# Stored items:
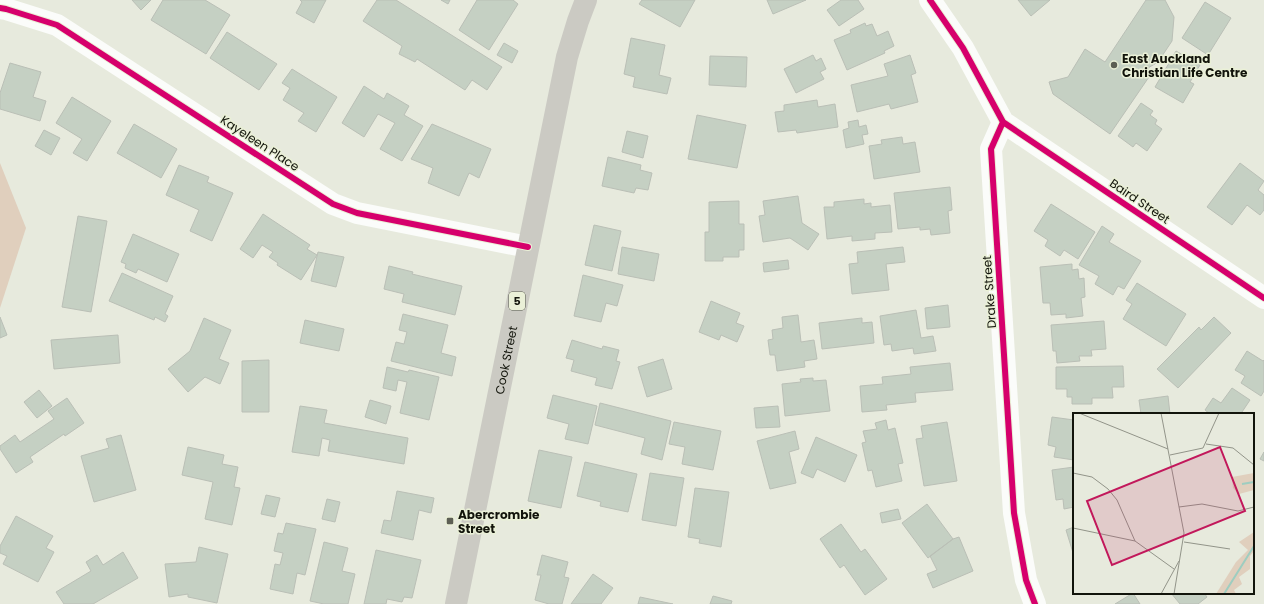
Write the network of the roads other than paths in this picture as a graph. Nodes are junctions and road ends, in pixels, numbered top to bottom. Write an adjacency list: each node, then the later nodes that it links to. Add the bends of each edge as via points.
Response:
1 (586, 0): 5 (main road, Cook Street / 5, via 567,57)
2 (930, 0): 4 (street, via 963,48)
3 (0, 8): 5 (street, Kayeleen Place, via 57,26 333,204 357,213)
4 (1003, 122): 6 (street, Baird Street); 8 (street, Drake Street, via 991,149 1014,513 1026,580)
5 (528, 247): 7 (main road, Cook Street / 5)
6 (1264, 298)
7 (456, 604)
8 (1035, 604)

# WORK TO COMPLETE:
Could the data be reproduced exactly, with the pictures omitted?

# YOUR SOLUTION:
Write the network of the roads other than paths in this picture as a graph. Nodes are junctions and road ends, in pixels, numbered top to bottom. Write an adjacency list: each node, then the later nodes that it links to. Add the bends of each edge as via points.
Response:
1 (586, 0): 5 (main road, Cook Street / 5, via 567,57)
2 (930, 0): 4 (street, via 963,48)
3 (0, 8): 5 (street, Kayeleen Place, via 57,26 333,204 357,213)
4 (1003, 122): 6 (street, Baird Street); 8 (street, Drake Street, via 991,149 1014,513 1026,580)
5 (528, 247): 7 (main road, Cook Street / 5)
6 (1264, 298)
7 (456, 604)
8 (1035, 604)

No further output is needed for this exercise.